# The little girl with the bunny tail who gave my Mom's life new meaning



## ArreauStandardPoodle (Sep 1, 2009)

These are some photos of Bibelot's Parchment (Mache) the little girl I bought for my Mom a few years after a house fire destroyed her breeding foundation and left seven of us homeless. This wee girl was my Mother's new beginning. Mache's first litter produced Bibelot Cherod Tinsmith (Thinker) who has been somewhat legendary in the silver Standard Poodle world in North America.

I hope you enjoy these pictures. Looking through them made my heart sing, knowing what this girl did for my Mom's life!


----------



## Rowan (May 27, 2011)

She's a beauty! Such a nice, crisp, winter white coat. I've always loved the contrast between a black and a white poodle.


----------



## ArreauStandardPoodle (Sep 1, 2009)

Some more photos of Mache...playing with my first beloved Whippet Asia, and some of her kids, grandkids and my Mom loving them all!


----------



## ArreauStandardPoodle (Sep 1, 2009)

The newspaper article about the fire...I hope you can read it...


----------



## ArreauStandardPoodle (Sep 1, 2009)

Rowan said:


> She's a beauty! Such a nice, crisp, winter white coat. I've always loved the contrast between a black and a white poodle.


She was a little beauty. She died last year at 14 years of age. After my Mom passed away, Mache took her first plane ride, flying back to British Columbia with my niece after the funeral. There she spent nearly three years living with children, in the mountains, jogging every day, taking part in parades and being the best ever show and tell my great nieces and nephew ever had! My Mom would have been delighted.


----------



## LEUllman (Feb 1, 2010)

Wonderful pictures of a happy ending to a heartbreaking tragedy. Thank you for sharing!


----------



## CT Girl (Nov 17, 2010)

Such a sweet face - some dogs you look at and their sweetness just shines out clear as a bell. A testiment to your Mom's strenght and that of your family to come back even stronger after such a tragedy.


----------



## Laceypoo (Aug 23, 2011)

Thanks for sharing these memories with us - some very tragic and others tender and touching. Mache was quite a beauty!


----------



## MamaTiff (Sep 23, 2011)

So nice of you to share those with us. She was a gorgeous dog for sure.


----------



## outwest (May 1, 2011)

Thank you for showing her to us, she was so beautiful. Do you have any of her descendents? She was a great gift to your mother, I can tell. 

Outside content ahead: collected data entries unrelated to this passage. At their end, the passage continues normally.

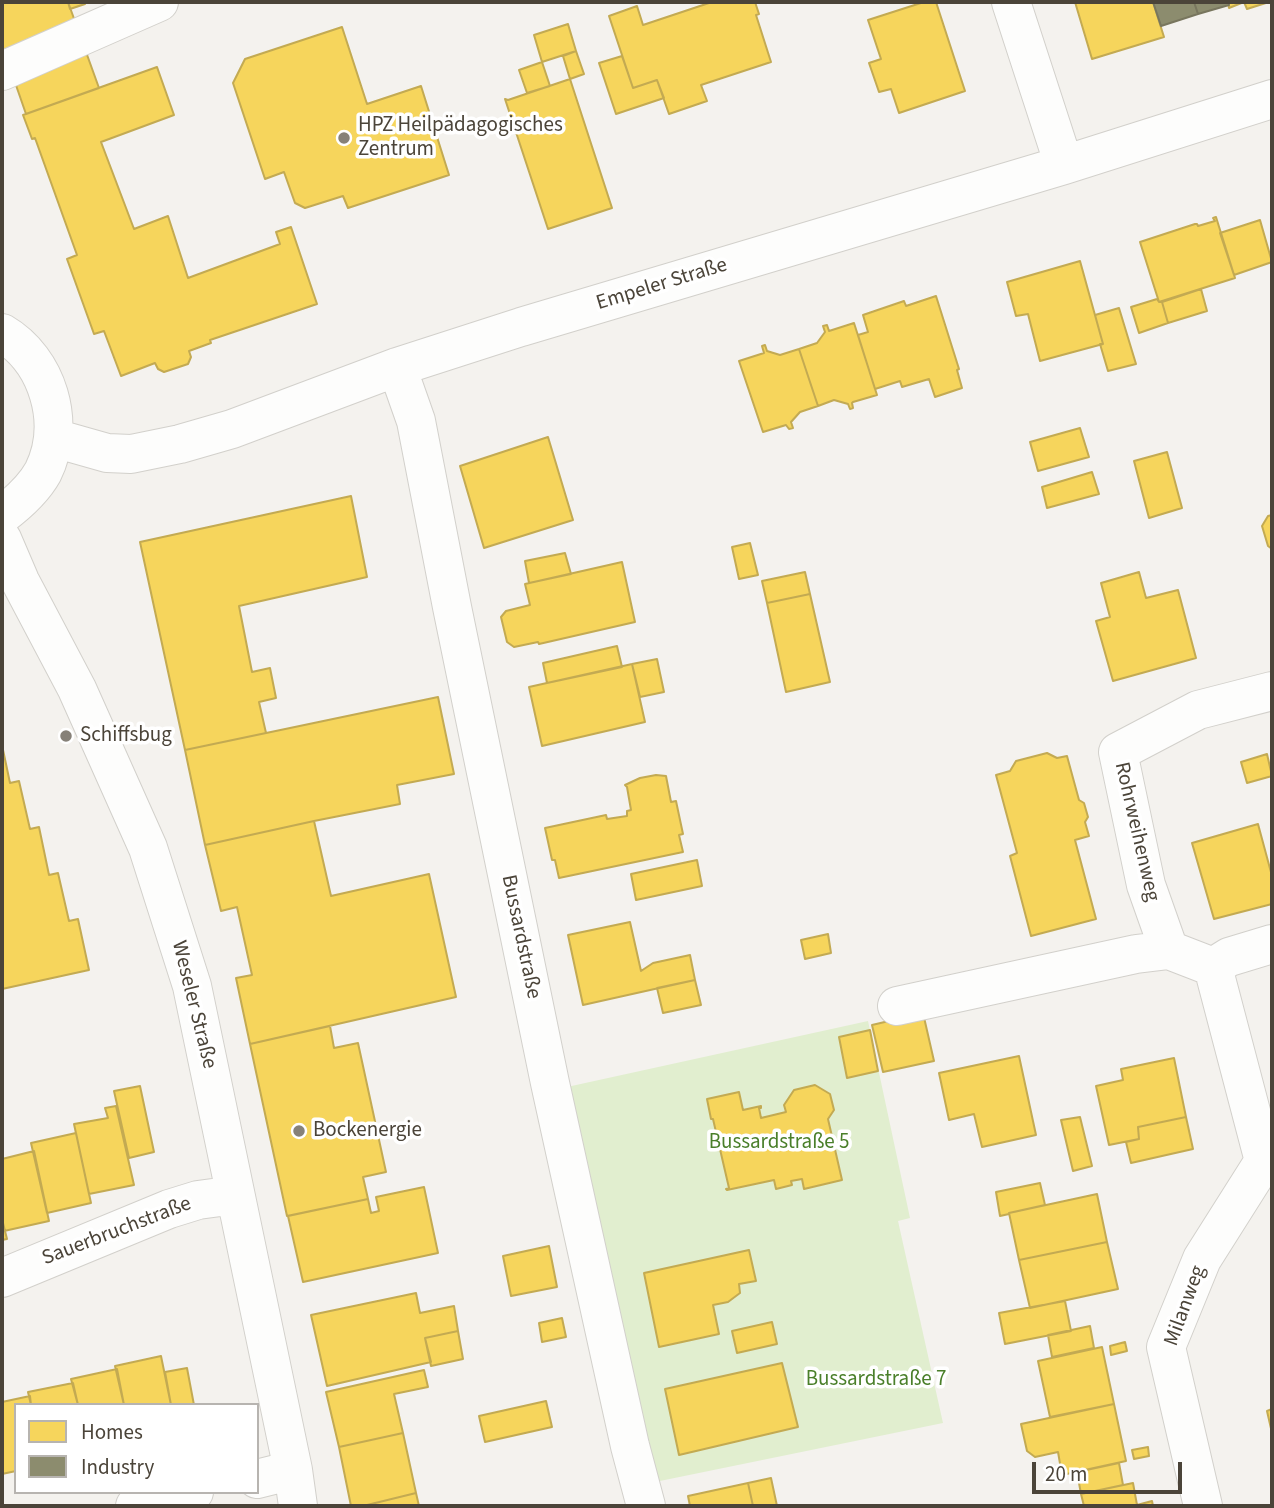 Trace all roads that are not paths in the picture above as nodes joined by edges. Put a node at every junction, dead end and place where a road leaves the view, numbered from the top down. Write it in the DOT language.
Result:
graph roads {
  1 [pos="159,2"];
  2 [pos="1011,2"];
  3 [pos="2,71"];
  4 [pos="1272,99"];
  5 [pos="1064,165"];
  6 [pos="2,333"];
  7 [pos="397,367"];
  8 [pos="54,438"];
  9 [pos="2,515"];
  10 [pos="2,539"];
  11 [pos="1272,691"];
  12 [pos="1272,944"];
  13 [pos="1169,950"];
  14 [pos="1213,967"];
  15 [pos="897,1006"];
  16 [pos="1268,1160"];
  17 [pos="235,1195"];
  18 [pos="2,1278"];
  19 [pos="287,1492"];
  20 [pos="186,1494"];
  21 [pos="135,1506"];
  22 [pos="646,1506"];
  23 [pos="1203,1506"];
  1 -- 3 [label="street"];
  2 -- 5 [label="street"];
  4 -- 5 [label="street, Empeler Straße"];
  5 -- 7 [label="street, Empeler Straße"];
  6 -- 8 [label="street"];
  7 -- 8 [label="street, Empeler Straße"];
  7 -- 22 [label="street, Bussardstraße"];
  8 -- 9 [label="street"];
  10 -- 17 [label="street, Weseler Straße"];
  11 -- 13 [label="street, Rohrweihenweg"];
  12 -- 14 [label="street"];
  13 -- 14 [label="street"];
  13 -- 15 [label="street"];
  14 -- 16 [label="street"];
  16 -- 23 [label="street, Milanweg"];
  17 -- 18 [label="street, Sauerbruchstraße"];
  17 -- 19 [label="street, Weseler Straße"];
  20 -- 21 [label="street"];
}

When I was a little girl, our house burned up, too. I can still smell the smell of going through the house afterwards. My dolly was all melted.  I will never forget the fire even though I was 6 years old at the time. It is stuck permanently in my memory and to this day, I do not care much for fire.


----------



## Maura9900 (Mar 31, 2011)

She was beautiful! Thanks for sharing.


----------



## ArreauStandardPoodle (Sep 1, 2009)

outwest said:


> Thank you for showing her to us, she was so beautiful. Do you have any of her descendents? She was a great gift to your mother, I can tell.
> 
> When I was a little girl, our house burned up, too. I can still smell the smell of going through the house afterwards. My dolly was all melted.  I will never forget the fire even though I was 6 years old at the time. It is stuck permanently in my memory and to this day, I do not care much for fire.


Thank you for your kindness. Mache was Mommy to four litters and produced nearly 30 children. My Mom was lucky enough to live with one of her sons and two of her grand daughters from 2 separate litters. Mache's son Thinker was a prolific stud dog. He sired 30 litters, and I have Facebook friends from a number of countries around the world with his children and grand children. There are fields champs, agility champs, obedience champs, agility champs and conformation champs. Thinker lived with us after my Mom passed away for three and a half incredible, memory filled, touching years. So, the little girl with the bunny tail left her mark on this world.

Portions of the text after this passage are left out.